= RECORDED INFORMATION =
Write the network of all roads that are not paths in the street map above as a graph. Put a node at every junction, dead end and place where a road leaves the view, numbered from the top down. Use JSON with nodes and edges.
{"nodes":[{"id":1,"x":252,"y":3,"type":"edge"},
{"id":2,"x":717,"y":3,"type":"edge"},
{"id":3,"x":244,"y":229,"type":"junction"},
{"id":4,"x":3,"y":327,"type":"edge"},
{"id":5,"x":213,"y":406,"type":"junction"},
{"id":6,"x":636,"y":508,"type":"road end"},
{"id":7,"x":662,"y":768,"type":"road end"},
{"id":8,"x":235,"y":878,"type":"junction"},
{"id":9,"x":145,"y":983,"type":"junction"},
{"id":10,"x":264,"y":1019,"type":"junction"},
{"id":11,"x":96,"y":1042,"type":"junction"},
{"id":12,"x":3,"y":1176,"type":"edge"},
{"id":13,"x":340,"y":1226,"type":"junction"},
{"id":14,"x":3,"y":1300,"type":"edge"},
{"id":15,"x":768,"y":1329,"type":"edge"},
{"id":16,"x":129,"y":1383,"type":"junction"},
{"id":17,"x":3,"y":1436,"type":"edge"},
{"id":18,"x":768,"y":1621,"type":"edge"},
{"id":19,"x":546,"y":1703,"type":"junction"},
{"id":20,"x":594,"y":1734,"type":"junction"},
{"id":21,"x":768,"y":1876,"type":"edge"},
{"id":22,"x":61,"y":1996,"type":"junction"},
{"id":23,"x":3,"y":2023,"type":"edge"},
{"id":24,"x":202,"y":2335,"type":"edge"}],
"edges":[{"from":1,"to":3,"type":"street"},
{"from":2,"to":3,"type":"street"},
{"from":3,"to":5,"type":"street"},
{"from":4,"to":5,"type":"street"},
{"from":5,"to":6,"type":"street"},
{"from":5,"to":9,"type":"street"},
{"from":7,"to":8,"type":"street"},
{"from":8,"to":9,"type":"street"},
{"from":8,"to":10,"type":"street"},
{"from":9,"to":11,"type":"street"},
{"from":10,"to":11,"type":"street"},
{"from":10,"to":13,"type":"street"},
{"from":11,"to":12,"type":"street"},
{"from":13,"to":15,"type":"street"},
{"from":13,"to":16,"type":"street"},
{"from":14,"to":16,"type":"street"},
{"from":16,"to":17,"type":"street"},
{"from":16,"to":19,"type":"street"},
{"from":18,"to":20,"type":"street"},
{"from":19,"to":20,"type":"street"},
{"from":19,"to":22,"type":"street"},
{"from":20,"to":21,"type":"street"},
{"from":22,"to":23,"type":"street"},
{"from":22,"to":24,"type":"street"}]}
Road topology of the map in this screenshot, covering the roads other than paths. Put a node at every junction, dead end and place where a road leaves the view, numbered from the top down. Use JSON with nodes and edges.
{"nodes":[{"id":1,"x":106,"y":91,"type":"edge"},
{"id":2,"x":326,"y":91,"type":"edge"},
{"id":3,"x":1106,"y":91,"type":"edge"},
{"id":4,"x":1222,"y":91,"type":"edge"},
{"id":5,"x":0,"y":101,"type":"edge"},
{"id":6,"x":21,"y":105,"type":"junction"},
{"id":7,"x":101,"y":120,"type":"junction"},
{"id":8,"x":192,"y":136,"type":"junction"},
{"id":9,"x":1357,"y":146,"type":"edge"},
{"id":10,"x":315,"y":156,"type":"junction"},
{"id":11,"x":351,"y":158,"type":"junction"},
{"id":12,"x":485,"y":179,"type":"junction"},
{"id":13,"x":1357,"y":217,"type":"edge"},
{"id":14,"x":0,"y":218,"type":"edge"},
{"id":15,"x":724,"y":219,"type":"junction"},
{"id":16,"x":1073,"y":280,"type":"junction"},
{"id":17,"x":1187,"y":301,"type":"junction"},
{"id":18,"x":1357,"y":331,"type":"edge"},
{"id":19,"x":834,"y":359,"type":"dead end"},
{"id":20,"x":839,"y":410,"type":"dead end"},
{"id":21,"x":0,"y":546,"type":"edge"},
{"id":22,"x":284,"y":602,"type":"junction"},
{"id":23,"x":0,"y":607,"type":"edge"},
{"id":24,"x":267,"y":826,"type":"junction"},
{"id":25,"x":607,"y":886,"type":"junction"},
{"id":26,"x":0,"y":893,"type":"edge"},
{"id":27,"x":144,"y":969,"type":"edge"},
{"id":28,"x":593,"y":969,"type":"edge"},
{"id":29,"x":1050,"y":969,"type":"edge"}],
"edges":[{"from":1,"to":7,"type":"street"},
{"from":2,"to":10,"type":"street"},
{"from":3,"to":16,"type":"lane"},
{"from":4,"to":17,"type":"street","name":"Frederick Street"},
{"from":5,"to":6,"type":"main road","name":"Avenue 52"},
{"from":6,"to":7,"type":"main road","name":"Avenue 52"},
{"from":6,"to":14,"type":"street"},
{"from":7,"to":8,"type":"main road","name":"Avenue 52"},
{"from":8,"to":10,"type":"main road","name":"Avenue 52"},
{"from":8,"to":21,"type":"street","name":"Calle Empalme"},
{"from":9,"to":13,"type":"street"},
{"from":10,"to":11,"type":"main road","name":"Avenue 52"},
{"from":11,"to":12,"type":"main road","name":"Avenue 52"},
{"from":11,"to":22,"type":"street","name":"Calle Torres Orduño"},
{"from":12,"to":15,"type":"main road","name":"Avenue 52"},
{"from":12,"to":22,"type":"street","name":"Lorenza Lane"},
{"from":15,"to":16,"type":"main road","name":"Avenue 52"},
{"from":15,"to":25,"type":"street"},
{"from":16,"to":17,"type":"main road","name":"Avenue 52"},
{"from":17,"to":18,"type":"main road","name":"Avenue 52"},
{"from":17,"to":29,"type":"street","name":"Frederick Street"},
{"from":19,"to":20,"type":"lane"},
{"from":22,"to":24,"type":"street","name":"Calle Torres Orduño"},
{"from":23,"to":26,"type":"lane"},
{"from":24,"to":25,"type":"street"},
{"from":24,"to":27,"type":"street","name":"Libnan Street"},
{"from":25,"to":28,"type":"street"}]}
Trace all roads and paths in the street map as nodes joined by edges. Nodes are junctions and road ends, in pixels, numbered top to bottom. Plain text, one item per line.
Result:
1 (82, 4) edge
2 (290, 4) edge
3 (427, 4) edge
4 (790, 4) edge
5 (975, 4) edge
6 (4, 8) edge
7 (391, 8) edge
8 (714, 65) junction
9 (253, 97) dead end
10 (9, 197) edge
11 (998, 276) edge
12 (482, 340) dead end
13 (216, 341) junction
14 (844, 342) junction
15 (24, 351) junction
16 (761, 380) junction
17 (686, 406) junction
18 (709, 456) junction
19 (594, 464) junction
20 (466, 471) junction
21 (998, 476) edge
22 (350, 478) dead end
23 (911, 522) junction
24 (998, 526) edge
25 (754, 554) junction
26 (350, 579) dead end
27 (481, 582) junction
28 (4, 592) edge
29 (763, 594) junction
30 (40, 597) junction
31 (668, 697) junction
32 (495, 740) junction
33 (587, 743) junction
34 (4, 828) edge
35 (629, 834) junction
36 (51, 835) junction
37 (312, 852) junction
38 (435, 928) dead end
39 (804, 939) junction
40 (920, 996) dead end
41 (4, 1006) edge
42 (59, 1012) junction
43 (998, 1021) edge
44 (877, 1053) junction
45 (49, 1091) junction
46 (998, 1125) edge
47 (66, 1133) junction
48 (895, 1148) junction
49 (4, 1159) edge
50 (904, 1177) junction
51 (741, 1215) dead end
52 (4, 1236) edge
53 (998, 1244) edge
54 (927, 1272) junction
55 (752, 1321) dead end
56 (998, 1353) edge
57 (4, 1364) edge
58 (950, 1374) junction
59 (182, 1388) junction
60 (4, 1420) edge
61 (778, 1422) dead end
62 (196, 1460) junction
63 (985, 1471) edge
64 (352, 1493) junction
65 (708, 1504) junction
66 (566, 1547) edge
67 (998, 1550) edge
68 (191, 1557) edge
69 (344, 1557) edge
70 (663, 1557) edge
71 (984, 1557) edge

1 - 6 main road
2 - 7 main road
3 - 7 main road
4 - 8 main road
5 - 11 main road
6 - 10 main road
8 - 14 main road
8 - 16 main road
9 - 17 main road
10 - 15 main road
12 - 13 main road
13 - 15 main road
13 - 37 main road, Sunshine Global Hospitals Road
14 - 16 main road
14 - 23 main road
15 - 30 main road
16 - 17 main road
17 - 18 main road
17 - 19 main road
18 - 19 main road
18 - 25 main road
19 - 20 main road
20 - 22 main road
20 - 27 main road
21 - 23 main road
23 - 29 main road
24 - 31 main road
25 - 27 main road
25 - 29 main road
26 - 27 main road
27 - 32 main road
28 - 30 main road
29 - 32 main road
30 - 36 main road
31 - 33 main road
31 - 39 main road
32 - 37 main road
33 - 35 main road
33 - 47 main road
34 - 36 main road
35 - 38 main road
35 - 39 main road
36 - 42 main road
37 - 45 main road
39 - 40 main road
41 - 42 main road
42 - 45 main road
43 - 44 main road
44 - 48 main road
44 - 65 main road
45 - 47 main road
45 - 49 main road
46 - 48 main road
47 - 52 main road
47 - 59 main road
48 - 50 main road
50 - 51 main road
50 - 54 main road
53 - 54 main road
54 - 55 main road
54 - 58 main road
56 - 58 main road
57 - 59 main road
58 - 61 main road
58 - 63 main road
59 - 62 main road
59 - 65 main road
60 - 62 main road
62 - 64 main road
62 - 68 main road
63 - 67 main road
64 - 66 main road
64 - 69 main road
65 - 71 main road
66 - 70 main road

= WHAT IS BEING ASKED =
Copy out every line of the data in which the word "Frederick" is found.

= RESPONSE FOR THIS EXERCISE =
{"from":4,"to":17,"type":"street","name":"Frederick Street"},
{"from":17,"to":29,"type":"street","name":"Frederick Street"},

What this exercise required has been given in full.